There had to be a way to regain control and come out stronger.

“Stannie,” he heard his mother call from downstairs.

He didn’t stir, instead shutting his eyes to further block out the nagging voice.

“Stannie, come down here, sweetheart. I’ve got something that will cheer you up.”

Spitbubble very much doubted that was true. For one thing, there was no way his mother knew the kinds of things that actually could cheer him up—delicious things like torments and threats and, perhaps sweetest of all, revenge.

“Stannie,” his mother’s voice called. “Come downstairs!”

He sighed loudly. How could a person be expected to plot dastardly deeds with all that noise?

Heavily, he got himself out of bed and left his bedroom, making sure to slam the door and thunder down the stairs.

“What?” Spitbubble said with a huff as he came into the kitchen.

His mother was standing at the counter, a large cardboard box open in front of her. Inside the box were rows and rows of cookies. It looked like there were at least a dozen kinds, and some of them seemed very weird. One was an odd shade of green, and he could see something resembling a lima bean sticking out of another.

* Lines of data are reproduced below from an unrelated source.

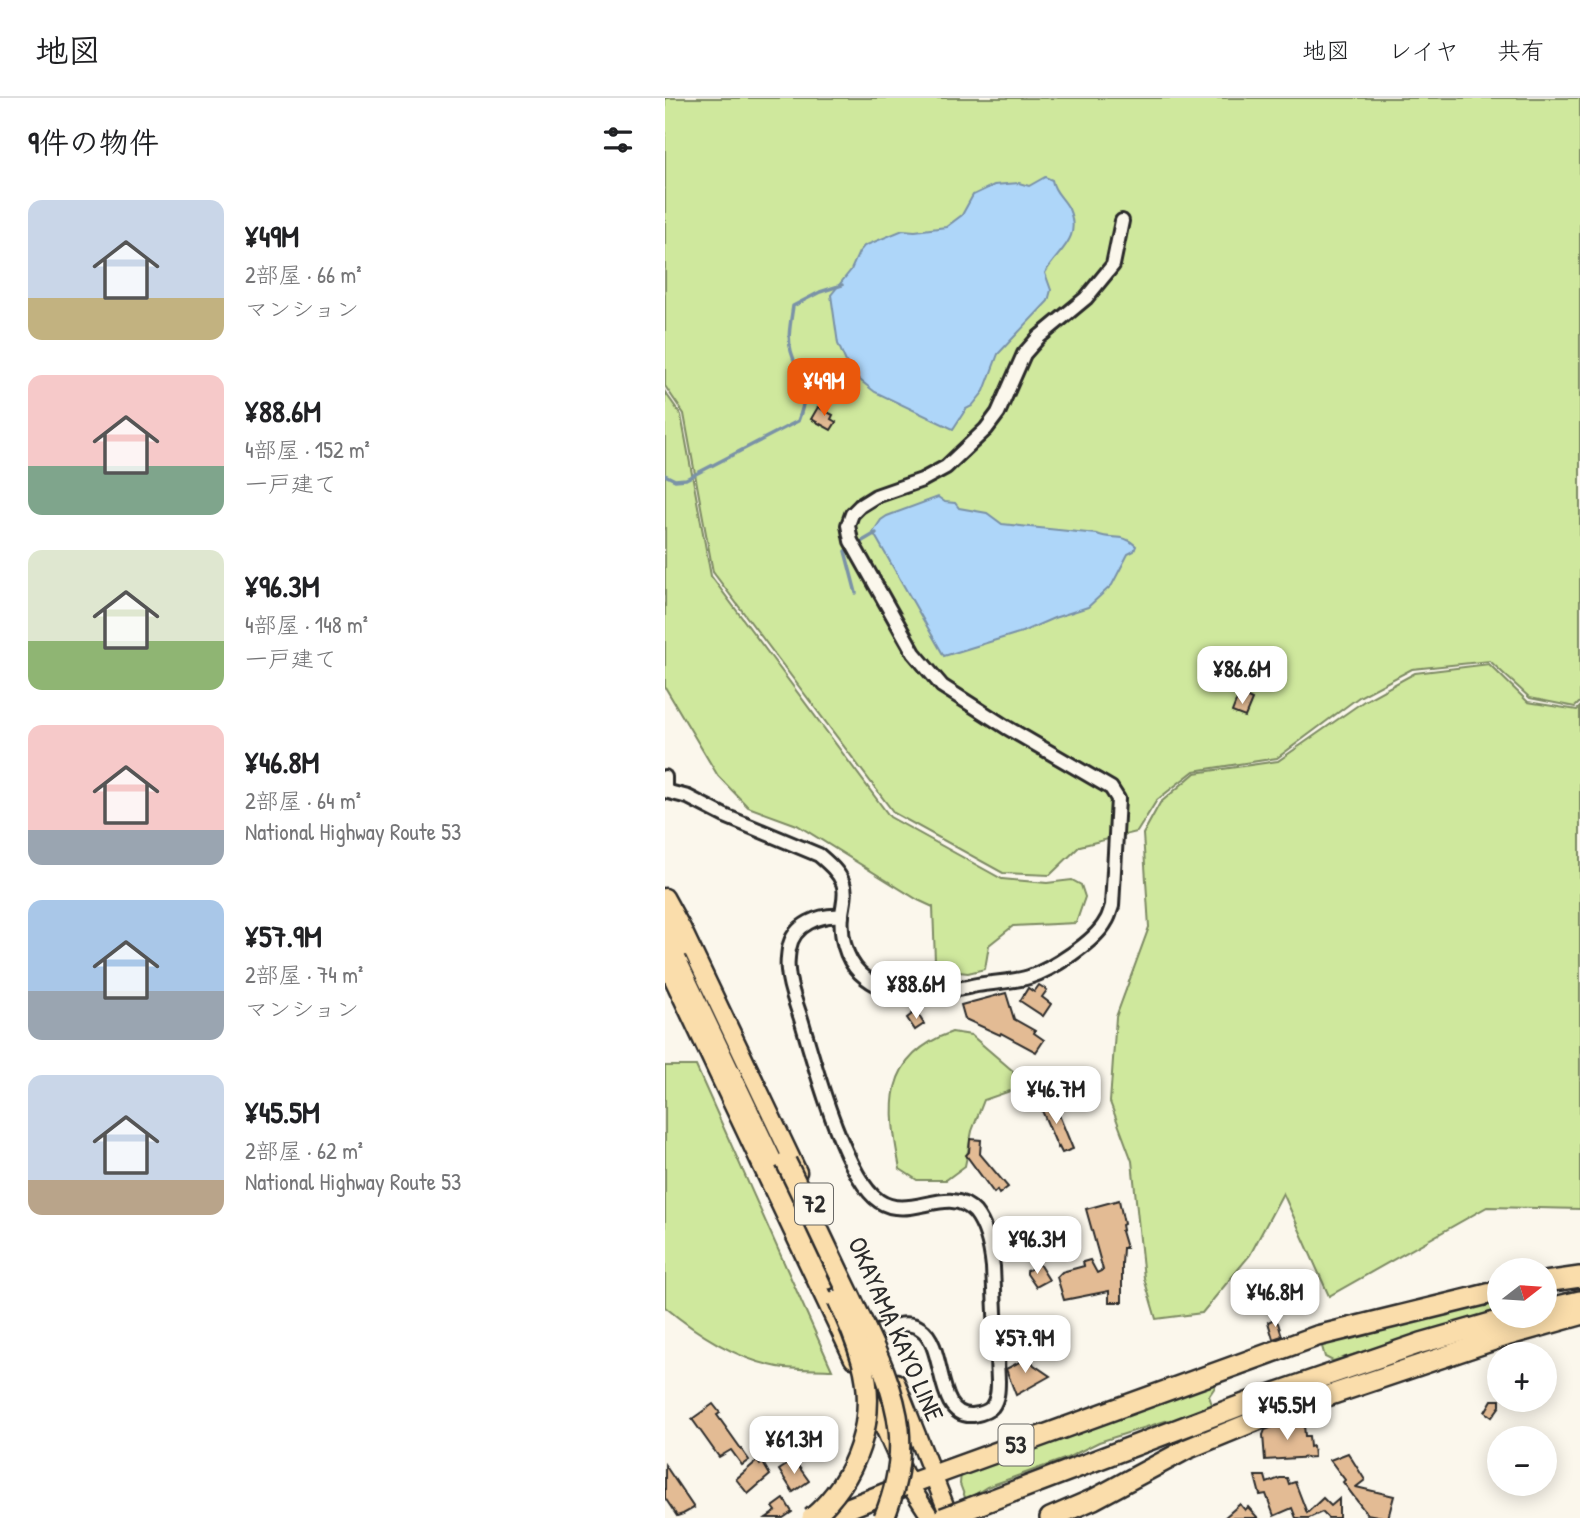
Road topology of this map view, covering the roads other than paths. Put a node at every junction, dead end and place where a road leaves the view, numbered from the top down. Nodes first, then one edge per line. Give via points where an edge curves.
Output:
1 (1122, 221) dead end
2 (665, 777) edge
3 (665, 791) edge
4 (665, 897) edge
5 (665, 913) edge
6 (842, 916) junction
7 (665, 936) edge
8 (665, 962) edge
9 (1580, 1277) edge
10 (1557, 1280) edge
11 (1487, 1294) edge
12 (1580, 1301) edge
13 (1557, 1306) edge
14 (1580, 1315) edge
15 (1487, 1324) edge
16 (875, 1334) junction
17 (848, 1346) junction
18 (1334, 1383) junction
19 (933, 1476) junction
20 (909, 1484) junction
21 (812, 1518) edge
22 (823, 1518) edge
23 (884, 1518) edge
24 (931, 1518) edge
25 (943, 1518) edge
26 (950, 1518) edge
27 (1050, 1518) edge

1 - 6 street via 1113,265 1086,298 1024,354 986,429 946,467 860,506 848,525 851,541 915,653 941,686 1111,788 1118,799 1119,816 1112,906 1106,921 1074,951 1036,975 907,995 879,987 860,973 844,947
2 - 3 street
3 - 6 street via 819,855 844,884
4 - 16 main road, OKAYAMA KAYO LINE / 72
5 - 23 highway, 72, bridge via 873,1345 894,1401 900,1457
6 - 16 street via 810,921 789,946 787,970 821,1088 864,1186 879,1201 915,1207 954,1200 968,1205 983,1222 993,1267 998,1393 993,1406 976,1415 956,1410 946,1397 932,1338 919,1327 895,1325
7 - 21 highway, 72, bridge via 828,1279 862,1361 868,1410 856,1459 828,1504
8 - 17 main road, OKAYAMA KAYO LINE / 72
9 - 10 highway
11 - 19 highway, 53 via 1317,1336
12 - 13 highway
14 - 18 highway, 53
15 - 18 highway, 53 via 1421,1343
16 - 17 street
16 - 19 main road, OKAYAMA KAYO LINE / 72
17 - 20 main road, OKAYAMA KAYO LINE / 72
18 - 25 highway, 53, bridge via 1181,1429
18 - 27 highway, 53 via 1187,1449
19 - 20 highway, 53
19 - 26 main road, OKAYAMA KAYO LINE / 72
20 - 22 highway, 53
20 - 24 main road, OKAYAMA KAYO LINE / 72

Spitbubble shook his head. Of course she would think that stupid gourmet cookies would be the answer to his problems. Unlike his mother, Spitbubble had never understood the whole fascination with hoity-toity foods, things like caviar (fish eggs) and paté (duck liver), which were clearly quite disgusting, but which someone had decided must taste delicious simply because they were expensive. But he also knew his mother was a woman who liked to pretend that she was fancy.

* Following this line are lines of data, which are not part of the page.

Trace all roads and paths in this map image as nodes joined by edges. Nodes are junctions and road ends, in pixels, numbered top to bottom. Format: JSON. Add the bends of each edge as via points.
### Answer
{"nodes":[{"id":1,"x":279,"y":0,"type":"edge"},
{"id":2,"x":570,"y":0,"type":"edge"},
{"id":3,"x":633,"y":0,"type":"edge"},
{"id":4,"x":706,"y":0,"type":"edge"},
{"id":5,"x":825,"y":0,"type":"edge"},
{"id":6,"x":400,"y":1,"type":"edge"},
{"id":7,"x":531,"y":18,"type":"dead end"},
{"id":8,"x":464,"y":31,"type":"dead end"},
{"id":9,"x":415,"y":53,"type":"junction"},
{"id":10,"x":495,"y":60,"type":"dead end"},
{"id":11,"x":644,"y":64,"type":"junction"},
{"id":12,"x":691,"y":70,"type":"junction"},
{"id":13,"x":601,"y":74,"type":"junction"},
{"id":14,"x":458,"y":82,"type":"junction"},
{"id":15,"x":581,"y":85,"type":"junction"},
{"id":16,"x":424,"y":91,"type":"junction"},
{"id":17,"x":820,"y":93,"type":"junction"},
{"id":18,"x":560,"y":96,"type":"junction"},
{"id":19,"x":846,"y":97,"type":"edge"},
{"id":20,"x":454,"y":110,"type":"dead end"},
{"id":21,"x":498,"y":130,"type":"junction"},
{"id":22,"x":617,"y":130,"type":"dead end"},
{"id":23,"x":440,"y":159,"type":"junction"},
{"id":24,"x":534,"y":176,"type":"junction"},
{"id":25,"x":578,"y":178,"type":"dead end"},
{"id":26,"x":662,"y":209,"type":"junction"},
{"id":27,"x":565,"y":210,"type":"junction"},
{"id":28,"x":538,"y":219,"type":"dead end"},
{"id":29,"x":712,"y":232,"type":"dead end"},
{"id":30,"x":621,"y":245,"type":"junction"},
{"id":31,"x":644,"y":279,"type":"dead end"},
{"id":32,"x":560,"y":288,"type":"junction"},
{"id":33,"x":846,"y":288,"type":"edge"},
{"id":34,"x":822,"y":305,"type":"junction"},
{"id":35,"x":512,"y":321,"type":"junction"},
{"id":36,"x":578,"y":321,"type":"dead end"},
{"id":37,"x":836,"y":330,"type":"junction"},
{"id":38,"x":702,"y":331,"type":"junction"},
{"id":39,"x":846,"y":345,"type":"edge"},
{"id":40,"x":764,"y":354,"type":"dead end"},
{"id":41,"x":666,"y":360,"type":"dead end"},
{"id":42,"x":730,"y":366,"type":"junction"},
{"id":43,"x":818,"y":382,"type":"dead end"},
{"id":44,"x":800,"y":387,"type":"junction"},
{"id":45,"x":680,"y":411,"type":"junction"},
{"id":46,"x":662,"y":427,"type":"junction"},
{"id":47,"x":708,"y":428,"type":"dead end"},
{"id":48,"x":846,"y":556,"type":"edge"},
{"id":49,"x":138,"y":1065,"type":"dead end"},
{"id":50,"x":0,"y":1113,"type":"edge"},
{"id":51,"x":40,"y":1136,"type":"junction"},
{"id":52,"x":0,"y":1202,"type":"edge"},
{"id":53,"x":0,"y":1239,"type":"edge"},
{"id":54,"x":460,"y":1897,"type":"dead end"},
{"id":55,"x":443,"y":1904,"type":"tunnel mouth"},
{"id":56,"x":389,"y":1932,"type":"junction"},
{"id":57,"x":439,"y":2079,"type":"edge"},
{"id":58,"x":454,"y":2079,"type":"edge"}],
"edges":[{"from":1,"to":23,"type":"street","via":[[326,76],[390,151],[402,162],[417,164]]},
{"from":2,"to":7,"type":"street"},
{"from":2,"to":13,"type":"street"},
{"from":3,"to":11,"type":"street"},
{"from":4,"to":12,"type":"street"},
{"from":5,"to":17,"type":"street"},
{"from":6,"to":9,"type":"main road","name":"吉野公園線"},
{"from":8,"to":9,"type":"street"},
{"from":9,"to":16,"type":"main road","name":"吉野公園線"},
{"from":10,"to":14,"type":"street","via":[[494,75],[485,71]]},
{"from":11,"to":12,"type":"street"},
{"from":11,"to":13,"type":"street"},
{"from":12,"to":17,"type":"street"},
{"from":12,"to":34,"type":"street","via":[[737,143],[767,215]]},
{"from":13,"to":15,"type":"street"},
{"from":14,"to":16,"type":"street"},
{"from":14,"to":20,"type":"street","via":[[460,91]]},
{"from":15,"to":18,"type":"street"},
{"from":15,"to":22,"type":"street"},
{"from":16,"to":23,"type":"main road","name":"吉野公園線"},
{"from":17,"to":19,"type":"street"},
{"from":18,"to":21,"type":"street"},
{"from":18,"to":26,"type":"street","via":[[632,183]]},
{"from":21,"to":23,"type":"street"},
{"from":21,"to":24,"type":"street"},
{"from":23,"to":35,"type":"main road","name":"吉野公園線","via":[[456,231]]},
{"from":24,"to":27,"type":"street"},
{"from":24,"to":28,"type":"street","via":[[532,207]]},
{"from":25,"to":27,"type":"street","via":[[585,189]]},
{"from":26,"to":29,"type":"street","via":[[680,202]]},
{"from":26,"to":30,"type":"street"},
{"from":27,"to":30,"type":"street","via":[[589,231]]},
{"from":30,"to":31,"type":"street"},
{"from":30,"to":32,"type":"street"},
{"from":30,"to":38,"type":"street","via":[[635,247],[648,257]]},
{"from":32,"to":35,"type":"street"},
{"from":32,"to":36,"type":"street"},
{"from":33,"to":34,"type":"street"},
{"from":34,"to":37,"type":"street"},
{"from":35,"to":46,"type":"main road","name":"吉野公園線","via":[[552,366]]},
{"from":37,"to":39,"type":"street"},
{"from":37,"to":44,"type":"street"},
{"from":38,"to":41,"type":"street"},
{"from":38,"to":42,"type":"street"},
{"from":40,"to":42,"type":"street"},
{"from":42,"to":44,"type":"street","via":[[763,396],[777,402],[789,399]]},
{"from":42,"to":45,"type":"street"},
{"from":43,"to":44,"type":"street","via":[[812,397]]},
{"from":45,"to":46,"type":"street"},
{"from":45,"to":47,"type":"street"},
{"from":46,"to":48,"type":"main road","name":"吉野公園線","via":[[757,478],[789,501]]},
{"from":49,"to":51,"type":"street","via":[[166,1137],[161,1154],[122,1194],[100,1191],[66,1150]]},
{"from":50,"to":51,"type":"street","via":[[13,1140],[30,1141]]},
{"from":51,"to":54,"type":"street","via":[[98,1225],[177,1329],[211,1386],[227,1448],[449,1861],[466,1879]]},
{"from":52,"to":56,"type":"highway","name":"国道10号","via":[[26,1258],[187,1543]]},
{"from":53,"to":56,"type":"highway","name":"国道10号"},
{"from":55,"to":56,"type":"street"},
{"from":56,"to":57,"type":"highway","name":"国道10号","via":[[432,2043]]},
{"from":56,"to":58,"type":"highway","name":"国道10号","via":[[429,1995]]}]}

Ms. Barbroff was hovering one bony hand over the box, trying to choose the first cookie to try. She must have been feeling particularly adventurous to go for one of the green ones.

Then she offered the box to him. “Look what someone sent me,” she said. “Have one.” She took a big bite out of her cookie.

“Who sent it to you?” Spitbubble growled, eyebrows furrowed.

“Hmmm,” Ms. Barbroff said as she chewed … and chewed … and chewed. “Maybe it’s an acquired taste.” She frowned at the cookie, bits of which seemed to be stuck to her teeth.

“Who sent them to you?” Spitbubble asked again.

“Oh, wait. I think there’s a note.” Ms. Barbroff had spotted a piece of paper underneath the empty space her cookie had left in the box. She grabbed the end of it and carefully pulled it out. It was fancy, heavy beige paper.

“‘Dear Ms. Barbroff,’” she read, trying to enunciate the letters around the bits of stuck cookie in her mouth. “‘I hope this gift finds you well.’